Painting the Painting
A few years ago Craig Schmitt, one of the lead architects of PNC Park, commissioned a painting for his father of the stadium he was so proud to have been a part of creating. I made the cross state drive and went to a number of games, sketching and photographing. The variety of views and beauty of the surrounding buildings, rivers and hills was fantastic. While I did incorporate the figures in the foreground of the Silk photograph, the rest was based on my personal experiences. (with one fairly obvious exception)
This became the obvious place to start The BallPark Project version. And yet, when I went to scale it up, I found I had lost the spirit of discovery that is a prime motivator and inspiration of my work. The painting languished as I tried to reinvent something that had already been done. I’m just not cut out to simply “make it bigger”. It’s fun to look back on the in-progress shots and see how I struggled with it.

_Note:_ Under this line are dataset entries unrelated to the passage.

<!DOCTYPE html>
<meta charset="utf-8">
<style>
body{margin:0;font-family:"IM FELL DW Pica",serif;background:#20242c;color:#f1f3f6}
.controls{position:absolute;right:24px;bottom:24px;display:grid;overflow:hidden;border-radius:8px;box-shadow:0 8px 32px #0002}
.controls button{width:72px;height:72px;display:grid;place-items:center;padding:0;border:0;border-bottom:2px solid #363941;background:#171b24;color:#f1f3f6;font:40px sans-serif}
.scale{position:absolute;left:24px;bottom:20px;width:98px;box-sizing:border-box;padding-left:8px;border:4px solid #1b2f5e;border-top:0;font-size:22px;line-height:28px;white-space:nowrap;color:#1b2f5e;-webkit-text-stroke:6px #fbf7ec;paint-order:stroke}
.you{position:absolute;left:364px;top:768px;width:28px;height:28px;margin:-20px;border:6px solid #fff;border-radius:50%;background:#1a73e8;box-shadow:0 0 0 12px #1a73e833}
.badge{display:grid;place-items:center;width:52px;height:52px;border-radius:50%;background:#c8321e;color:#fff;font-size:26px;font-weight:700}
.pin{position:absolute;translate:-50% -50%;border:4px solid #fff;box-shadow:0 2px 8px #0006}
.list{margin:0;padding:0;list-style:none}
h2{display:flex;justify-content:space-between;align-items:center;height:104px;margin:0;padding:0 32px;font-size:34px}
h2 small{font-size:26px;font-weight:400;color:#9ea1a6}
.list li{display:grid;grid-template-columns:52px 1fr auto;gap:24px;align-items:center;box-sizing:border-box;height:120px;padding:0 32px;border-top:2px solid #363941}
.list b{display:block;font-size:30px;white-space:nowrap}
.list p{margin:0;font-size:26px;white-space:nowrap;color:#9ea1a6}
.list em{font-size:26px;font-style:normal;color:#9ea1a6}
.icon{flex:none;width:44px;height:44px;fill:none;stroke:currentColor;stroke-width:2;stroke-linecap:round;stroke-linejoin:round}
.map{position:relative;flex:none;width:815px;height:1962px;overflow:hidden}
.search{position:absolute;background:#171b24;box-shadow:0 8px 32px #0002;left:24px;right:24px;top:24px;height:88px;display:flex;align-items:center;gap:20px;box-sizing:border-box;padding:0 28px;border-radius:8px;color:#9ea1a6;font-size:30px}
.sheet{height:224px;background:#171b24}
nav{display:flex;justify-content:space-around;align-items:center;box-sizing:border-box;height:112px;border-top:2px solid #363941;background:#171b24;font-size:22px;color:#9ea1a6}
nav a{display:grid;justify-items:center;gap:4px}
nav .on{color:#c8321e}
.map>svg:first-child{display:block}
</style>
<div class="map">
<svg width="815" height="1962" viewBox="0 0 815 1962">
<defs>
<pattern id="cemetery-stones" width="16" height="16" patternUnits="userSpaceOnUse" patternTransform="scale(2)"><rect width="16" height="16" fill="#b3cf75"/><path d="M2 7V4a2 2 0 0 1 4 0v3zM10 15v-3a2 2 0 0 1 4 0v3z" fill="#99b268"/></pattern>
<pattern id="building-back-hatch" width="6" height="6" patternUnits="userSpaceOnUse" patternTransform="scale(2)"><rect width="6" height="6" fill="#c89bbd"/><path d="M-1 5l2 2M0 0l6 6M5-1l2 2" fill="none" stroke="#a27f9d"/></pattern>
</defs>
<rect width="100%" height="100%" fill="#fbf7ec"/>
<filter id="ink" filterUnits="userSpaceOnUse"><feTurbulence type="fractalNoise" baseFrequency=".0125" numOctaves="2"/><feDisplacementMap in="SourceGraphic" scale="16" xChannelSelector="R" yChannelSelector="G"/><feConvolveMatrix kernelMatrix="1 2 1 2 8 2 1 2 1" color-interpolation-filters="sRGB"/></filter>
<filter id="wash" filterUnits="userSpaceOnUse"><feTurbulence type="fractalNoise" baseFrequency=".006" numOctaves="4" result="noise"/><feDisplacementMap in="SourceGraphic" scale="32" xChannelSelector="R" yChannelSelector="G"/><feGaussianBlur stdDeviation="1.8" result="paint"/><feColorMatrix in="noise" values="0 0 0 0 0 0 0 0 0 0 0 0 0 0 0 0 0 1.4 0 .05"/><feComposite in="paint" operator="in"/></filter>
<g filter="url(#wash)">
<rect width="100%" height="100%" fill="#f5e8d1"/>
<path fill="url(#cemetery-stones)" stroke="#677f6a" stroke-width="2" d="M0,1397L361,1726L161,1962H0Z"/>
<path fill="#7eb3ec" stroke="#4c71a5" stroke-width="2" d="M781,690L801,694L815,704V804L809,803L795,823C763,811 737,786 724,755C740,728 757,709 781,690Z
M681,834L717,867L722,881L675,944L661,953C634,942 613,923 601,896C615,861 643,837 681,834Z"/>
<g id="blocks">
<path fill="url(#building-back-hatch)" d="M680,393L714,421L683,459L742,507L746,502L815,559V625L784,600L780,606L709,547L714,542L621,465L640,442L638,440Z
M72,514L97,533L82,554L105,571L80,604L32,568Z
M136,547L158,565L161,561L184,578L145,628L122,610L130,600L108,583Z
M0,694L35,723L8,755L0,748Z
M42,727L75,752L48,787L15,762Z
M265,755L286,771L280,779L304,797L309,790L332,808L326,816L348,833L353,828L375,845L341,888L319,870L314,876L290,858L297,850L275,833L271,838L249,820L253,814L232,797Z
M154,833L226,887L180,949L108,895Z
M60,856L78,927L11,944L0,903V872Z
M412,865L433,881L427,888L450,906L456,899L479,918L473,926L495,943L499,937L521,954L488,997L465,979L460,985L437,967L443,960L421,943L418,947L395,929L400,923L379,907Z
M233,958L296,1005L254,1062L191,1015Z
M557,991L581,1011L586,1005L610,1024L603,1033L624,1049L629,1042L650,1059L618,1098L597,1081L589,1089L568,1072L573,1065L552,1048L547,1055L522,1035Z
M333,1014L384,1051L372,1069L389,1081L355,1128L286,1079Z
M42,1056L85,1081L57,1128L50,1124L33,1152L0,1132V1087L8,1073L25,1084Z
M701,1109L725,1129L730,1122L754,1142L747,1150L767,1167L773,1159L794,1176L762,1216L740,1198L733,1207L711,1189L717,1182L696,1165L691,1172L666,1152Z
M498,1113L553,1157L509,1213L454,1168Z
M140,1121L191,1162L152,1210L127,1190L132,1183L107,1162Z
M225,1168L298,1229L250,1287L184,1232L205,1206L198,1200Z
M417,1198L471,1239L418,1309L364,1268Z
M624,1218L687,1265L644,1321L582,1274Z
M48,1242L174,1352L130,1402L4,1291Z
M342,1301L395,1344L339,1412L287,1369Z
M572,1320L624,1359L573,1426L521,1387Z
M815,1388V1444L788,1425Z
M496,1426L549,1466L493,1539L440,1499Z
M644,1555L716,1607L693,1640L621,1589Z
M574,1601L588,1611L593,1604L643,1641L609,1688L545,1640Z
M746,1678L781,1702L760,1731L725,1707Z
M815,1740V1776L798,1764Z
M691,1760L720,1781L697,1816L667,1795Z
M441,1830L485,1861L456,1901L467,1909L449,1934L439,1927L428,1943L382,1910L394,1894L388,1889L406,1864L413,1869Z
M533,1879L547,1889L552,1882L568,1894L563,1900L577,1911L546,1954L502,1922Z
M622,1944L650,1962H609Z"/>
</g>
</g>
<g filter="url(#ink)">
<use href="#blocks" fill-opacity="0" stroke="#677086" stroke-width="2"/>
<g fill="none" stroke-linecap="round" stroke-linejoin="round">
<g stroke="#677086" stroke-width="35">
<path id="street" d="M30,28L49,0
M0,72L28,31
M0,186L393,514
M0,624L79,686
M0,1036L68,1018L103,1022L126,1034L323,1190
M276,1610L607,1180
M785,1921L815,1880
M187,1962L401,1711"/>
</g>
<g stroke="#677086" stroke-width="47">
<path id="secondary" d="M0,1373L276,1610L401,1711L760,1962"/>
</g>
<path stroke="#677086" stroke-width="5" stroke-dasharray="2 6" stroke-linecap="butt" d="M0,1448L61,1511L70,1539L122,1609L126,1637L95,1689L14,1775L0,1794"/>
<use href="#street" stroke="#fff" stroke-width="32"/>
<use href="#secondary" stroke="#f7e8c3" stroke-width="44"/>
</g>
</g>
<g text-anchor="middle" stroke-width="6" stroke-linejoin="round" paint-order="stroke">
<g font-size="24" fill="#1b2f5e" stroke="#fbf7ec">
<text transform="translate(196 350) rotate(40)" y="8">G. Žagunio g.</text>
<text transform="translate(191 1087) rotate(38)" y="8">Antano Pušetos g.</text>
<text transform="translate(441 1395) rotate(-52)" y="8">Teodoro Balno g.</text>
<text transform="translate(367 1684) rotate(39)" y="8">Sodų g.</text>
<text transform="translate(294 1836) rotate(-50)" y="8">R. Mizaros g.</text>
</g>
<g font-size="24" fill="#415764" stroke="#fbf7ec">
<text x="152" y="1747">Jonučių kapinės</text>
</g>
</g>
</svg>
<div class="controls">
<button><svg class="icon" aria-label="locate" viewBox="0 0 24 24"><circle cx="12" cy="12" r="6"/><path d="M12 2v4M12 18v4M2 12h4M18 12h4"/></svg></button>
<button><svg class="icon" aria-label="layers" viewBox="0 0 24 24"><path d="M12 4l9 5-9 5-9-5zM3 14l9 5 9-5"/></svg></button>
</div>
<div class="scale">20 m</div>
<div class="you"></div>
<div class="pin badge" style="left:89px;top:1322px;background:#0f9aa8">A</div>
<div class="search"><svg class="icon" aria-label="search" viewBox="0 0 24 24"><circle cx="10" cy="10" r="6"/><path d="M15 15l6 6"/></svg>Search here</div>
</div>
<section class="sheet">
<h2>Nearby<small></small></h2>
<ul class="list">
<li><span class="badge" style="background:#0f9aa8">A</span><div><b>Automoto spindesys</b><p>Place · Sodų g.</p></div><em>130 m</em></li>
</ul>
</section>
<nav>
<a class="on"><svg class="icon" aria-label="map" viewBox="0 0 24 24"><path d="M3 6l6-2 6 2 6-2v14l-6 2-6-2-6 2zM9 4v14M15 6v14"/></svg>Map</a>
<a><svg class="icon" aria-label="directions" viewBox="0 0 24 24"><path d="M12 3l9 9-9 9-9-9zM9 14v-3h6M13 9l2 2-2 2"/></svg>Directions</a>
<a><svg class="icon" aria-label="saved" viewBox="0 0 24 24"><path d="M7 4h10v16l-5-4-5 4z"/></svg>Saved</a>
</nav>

The mixture of rubbed out and recently sketched in outlines points to the desperation I was feeling. I needed to put it away, get out of the studio for a while and regroup. Baseball paintings and the BallPark Project were officially mothballed.
For almost two years, helped along by a mild winter, I painted exclusively out of doors, concentrating on a series of paintings of Philadelphia’s fountains and pubic sculptures. The summer of ’16 was brutally hot and after an exhibit of the statues and fountains last fall I was exhausted. As I was scratching around the studio one morning, pulling out all sorts of old stuff looking for something to get excited about a friend came by, saw the Silk photograph, and the unfinished “PNC Park”. He thinks it’s new and I’m recreating that iconic scene. “No no no”, I assure him, “that’s just what I used for the foreground figures on a commission. And it’s Forbes Field, besides”. (As if the ballpark itself has anything to do with the drama of the photograph) A couple hours later it hit me- that was my way back into the painting- totally recreate the light effect of the photograph with PNC as the stadium. Have PNC Park, the city and surrounding hills bathed in romantic, hazy light, emphasizing the figure/ground drama of the foreground figures against the landscape behind. At that point it came together quickly, just seemed to paint itself, as they say.